Concerted functioning of lectins and carbohydrate-processing enzymes, mainly glycosidases, is essential in maintaining life. It was commonly assumed that the mechanisms by which each class of protein recognizes their cognate sugar partners are intrinsically different: multivalency is a characteristic feature of carbohydrate-lectin interactions, whereas glycosidases bind to their substrates or substrate-analogue inhibitors in monovalent form. Recent observations on the glycosidase inhibitory potential of multivalent glycomimetics have questioned this paradigm and led to postulate an inhibitory multivalent effect. Here the mechanisms at the origin of this phenomenon have been investigated. A D-gluco-configured sp(2)-iminosugar glycomimetic motif, namely 1-amino-5N,6O-oxomethylydenenojirimycin (1N-ONJ), behaving, simultaneously, as a ligand of peanut agglutinin (PNA) lectin and as an inhibitor of several glycosidases, has been identified. Both the 1N-ONJ-lectin- and 1N-ONJ-glycosidase-recognition processes have been found to be sensitive to multivalency, which has been exploited in the design of a lectin-glycosidase competitive assay to explore the implication of catalytic and non-glycone sites in enzyme binding. A set of isotropic dodecavalent C60-fullerene-sp(2)-iminosugar balls incorporating matching or mismatching motifs towards several glycosidases (inhitopes) was synthesized for that purpose, thereby preventing differences in binding modes arising from orientational preferences. The data supports that: 1) multivalency allows modulating the affinity and selectivity of a given inhitope towards glycosidases; 2) multivalent presentation can switch on the inhibitory capacity for some inhitope-glycosidase pairs, and 3) interactions of the multivalent inhibitors with non-glycone sites is critical for glycosidase recognition.
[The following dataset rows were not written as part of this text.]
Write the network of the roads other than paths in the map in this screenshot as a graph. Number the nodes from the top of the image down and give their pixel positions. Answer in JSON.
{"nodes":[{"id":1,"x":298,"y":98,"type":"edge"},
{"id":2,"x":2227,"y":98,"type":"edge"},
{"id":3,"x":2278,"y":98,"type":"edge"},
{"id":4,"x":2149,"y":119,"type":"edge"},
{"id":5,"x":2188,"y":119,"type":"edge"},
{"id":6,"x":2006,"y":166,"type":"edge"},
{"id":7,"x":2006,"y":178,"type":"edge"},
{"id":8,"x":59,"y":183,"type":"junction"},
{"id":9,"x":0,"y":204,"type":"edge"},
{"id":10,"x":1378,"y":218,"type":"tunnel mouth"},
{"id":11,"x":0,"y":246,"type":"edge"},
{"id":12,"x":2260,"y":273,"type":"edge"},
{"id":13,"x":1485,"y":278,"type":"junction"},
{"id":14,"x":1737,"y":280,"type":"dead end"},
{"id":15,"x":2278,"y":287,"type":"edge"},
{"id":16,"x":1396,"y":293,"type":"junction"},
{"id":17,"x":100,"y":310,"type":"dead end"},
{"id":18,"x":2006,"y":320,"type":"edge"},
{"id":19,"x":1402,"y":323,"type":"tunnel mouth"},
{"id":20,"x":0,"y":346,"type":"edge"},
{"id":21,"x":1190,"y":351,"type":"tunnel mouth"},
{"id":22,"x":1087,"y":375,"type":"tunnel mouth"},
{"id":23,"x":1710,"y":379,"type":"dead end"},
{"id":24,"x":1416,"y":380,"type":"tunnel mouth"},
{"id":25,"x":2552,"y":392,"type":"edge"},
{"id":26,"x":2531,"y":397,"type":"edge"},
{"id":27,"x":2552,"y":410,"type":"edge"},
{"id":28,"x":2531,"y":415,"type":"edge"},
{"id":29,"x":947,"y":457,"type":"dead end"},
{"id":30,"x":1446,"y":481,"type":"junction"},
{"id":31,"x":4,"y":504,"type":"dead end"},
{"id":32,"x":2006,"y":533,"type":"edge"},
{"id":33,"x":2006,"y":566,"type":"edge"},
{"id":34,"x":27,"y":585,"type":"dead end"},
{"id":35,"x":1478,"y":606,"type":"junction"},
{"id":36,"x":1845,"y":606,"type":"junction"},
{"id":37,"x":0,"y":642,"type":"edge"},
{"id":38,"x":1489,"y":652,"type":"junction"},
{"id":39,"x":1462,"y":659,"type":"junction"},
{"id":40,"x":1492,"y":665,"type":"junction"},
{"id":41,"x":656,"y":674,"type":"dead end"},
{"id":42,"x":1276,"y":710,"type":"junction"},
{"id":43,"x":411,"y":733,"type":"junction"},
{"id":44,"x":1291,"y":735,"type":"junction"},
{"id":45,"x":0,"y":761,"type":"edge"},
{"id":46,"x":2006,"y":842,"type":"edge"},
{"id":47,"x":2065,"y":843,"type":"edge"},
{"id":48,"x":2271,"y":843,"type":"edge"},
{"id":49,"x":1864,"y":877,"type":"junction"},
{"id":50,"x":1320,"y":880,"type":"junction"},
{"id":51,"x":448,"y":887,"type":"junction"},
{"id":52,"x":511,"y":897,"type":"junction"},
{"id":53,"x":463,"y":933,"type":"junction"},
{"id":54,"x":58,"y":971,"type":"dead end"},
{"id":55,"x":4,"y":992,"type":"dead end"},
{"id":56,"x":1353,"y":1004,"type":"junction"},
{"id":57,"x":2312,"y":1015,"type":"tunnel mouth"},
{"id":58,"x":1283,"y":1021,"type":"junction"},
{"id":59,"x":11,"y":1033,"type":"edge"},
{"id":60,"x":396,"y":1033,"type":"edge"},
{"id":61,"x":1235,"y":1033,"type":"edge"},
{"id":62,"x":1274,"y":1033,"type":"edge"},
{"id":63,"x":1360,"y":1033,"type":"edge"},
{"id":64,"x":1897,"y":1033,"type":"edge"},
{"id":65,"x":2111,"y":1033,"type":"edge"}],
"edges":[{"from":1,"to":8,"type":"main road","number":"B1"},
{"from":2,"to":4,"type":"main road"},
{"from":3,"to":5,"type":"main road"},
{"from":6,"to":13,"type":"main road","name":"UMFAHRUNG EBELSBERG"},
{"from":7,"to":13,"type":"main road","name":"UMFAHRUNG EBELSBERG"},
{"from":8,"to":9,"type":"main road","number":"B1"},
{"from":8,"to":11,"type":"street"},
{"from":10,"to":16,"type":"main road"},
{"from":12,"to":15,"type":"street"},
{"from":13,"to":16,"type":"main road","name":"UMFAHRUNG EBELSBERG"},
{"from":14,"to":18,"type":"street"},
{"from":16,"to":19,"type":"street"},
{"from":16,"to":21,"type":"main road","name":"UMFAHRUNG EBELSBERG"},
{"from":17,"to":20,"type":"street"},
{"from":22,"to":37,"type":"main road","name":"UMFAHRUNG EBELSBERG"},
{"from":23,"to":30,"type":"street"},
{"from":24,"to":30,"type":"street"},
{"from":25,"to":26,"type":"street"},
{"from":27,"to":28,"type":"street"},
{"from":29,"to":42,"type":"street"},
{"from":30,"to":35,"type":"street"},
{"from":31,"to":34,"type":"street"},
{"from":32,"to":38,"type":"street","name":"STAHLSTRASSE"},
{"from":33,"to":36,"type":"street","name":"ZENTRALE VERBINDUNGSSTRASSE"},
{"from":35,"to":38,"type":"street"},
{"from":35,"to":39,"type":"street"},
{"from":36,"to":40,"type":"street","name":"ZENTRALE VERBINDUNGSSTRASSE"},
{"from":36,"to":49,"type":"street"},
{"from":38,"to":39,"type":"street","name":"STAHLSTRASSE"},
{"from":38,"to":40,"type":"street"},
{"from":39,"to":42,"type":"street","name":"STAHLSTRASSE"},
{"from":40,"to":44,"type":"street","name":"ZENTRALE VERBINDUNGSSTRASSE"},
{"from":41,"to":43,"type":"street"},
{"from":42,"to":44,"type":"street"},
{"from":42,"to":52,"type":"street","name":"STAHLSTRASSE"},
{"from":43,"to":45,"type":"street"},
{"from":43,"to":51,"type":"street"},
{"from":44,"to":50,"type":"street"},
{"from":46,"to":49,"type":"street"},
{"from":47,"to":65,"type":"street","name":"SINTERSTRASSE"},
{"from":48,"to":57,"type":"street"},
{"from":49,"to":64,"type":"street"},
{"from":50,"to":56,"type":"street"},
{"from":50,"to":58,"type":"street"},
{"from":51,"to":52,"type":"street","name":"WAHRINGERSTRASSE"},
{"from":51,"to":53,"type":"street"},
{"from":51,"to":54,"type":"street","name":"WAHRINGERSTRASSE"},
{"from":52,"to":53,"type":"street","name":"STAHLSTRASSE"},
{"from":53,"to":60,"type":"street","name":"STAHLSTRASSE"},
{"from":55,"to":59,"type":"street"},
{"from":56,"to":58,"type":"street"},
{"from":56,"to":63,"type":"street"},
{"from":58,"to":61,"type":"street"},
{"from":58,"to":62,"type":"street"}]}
The ensemble of results point to a shift in the binding mode on going from monovalent to multivalent systems: in the first case a typical ''key-lock'' model involving, essentially, the high-affinity active site can be assumed, whereas in the second, a lectin-like behavior implying low-affinity non-glycone sites probably operates. The differences in responsiveness to multivalency for different glycosidases can then be rationalized in terms of the structure and accessibility of the corresponding carbohydrate-binding regions.